Eel Pond Protocol Workflow

The Eel Pond protocol (which inspired the elvers name) included line-by-line commands that the user could follow along with using a test dataset provided in the instructions. We have re-implemented the protocol here to enable automated de novo transcriptome assembly, annotation, and quick differential expression analysis on a set of short-read Illumina data using a single command. See more about this protocol here.

The "Eel Pond" Protocol for RNAseq consists of:

  • trimmomatic adapter and read quality trimming
  • fastqc read qc evaluation
  • khmer k-mer trimming and (optional) digital normalization
  • trinity de novo assembly
  • dammit annotation
  • salmon read quantification to the trinity assembly
  • deseq2 differential expression analysis

Running Test Data

This is the default workflow. To run:

elvers examples/nema.yaml

(You can be explicit and run the full default workflow with elvers examples/nema.yaml default)

This will run a small set of Nematostella vectensis test data (from Tulin et al., 2013).

Running Your Own Data

Set sample info and build a configfile first (see Understanding and Configuring Workflows).

To build a config, run:

elvers ep.yaml --build_config

The resulting ep.yaml configfile for this workflow will look something like this. The order of the parameters may be different and does not affect the order in which steps are run. Please see the documentation file for each individual program (linked above) for what parameters to modify.

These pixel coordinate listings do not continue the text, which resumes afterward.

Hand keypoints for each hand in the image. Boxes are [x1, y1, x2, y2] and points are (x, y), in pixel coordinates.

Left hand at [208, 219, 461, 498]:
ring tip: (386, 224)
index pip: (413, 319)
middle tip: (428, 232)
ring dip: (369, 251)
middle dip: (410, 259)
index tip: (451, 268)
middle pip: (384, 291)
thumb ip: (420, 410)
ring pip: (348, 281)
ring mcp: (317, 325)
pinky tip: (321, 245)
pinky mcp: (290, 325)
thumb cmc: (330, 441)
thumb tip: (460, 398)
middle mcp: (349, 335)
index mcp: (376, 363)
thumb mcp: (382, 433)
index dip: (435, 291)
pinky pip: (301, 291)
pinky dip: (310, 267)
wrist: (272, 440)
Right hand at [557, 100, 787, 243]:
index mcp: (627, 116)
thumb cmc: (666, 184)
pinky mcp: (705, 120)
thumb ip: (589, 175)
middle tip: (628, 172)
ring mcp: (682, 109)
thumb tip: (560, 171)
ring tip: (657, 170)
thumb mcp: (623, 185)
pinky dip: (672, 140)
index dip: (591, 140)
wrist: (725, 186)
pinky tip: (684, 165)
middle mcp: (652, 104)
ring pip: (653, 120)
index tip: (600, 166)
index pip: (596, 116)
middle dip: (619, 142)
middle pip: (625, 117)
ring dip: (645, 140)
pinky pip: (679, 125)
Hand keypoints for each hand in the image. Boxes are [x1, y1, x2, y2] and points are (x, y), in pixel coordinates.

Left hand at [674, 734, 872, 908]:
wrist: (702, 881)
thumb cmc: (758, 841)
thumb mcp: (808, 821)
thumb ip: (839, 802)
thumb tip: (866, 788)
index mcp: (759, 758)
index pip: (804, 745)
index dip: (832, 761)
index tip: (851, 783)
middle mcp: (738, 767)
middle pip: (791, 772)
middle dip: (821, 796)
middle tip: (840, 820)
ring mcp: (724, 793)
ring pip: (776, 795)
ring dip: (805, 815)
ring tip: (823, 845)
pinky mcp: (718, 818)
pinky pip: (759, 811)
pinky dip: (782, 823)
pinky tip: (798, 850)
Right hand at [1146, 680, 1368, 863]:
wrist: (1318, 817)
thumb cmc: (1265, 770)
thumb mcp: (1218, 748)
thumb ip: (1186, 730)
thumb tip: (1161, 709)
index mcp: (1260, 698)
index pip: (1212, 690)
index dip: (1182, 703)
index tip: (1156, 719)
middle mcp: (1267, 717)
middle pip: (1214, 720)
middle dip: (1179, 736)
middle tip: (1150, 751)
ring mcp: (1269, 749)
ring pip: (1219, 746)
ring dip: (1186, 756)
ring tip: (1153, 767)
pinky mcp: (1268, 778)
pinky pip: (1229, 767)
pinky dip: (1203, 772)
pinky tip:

  ####################  Eelpond Pipeline Configfile  ####################
basename: elvers
experiment: _experiment1
samples: samples.tsv ### PATH TO YOUR SAMPLE FILE GOES HERE

  ####################  assemble  ####################
get_data:
  download_data: false
khmer:
  C: 3
  Z: 18
  coverage: 20
  diginorm: true
  extra: ''
  ksize: 20
  memory: 4e9
trimmomatic:
  adapter_file:
    pe_name: TruSeq3-PE.fa
    pe_url: https://raw.githubusercontent.com/timflutre/trimmomatic/master/adapters/TruSeq3-PE-2.fa
    se_name: TruSeq3-SE.fa
    se_url: https://raw.githubusercontent.com/timflutre/trimmomatic/master/adapters/TruSeq3-SE.fa
  extra: ''
  trim_cmd: ILLUMINACLIP:{}:2:40:15 LEADING:20 TRAILING:20 SLIDINGWINDOW:4:15 MINLEN:35
trinity:
  add_single_to_paired: false
  extra: ''
  input_kmer_trimmed: true
  input_trimmomatic_trimmed: false
  max_memory: 30G
  seqtype: fq

  ####################  annotate  ####################
dammit:
  busco_group:
  - metazoa
  - eukaryota
  db_dir: databases
  db_extra: ''
sourmash:
  extra: ''

  ####################  quantify  ####################
salmon:
  input_trimmomatic_trimmed: True
  index_params:
    extra: ''
  quant_params:
    extra: ''
    libtype: A

  ####################  diffexp  ####################
deseq2:
  contrasts:
    time0-vs-time6:
    - time0
    - time6
  gene_trans_map: true
  pca:
    labels:
    - condition